- _The records_:
<<<<

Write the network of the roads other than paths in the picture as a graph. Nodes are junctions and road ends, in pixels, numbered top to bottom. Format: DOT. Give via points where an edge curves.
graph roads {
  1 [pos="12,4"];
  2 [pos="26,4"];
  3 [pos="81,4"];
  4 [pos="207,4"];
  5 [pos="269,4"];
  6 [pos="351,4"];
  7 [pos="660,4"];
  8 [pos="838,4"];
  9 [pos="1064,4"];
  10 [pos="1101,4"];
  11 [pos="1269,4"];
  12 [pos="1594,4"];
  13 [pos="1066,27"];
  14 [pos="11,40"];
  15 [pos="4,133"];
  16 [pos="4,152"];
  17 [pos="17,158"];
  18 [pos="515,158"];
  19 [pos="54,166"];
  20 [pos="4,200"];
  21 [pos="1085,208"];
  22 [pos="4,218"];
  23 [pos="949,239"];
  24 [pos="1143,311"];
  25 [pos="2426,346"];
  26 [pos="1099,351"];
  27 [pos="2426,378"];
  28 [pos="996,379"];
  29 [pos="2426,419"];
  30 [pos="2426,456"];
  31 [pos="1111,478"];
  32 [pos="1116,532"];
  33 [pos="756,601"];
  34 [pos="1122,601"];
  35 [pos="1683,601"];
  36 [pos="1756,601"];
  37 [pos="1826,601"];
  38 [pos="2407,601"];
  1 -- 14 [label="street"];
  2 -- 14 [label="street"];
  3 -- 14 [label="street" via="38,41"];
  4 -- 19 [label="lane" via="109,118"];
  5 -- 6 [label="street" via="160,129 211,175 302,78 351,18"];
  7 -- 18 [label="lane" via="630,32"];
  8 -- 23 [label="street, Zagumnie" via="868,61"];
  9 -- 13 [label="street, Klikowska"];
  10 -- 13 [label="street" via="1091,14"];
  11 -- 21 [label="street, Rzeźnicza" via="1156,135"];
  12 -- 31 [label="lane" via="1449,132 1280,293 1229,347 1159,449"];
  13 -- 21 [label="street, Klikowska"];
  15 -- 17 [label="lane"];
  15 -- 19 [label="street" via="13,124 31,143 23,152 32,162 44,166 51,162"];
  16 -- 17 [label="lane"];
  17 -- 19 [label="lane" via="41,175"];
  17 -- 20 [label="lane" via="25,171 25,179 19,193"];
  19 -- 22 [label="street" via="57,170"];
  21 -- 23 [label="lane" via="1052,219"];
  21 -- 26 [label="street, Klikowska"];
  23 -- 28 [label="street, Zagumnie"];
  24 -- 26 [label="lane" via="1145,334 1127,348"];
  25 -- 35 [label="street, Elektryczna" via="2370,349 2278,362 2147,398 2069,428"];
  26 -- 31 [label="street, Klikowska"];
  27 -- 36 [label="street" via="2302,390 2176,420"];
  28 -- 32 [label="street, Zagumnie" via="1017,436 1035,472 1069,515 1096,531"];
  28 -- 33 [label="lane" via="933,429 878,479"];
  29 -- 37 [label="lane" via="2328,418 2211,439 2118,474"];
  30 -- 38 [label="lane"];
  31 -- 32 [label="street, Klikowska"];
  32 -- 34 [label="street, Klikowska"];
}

>>>>

Check each line of the material for "Klikowska" and report how many have it. Add no other words.

6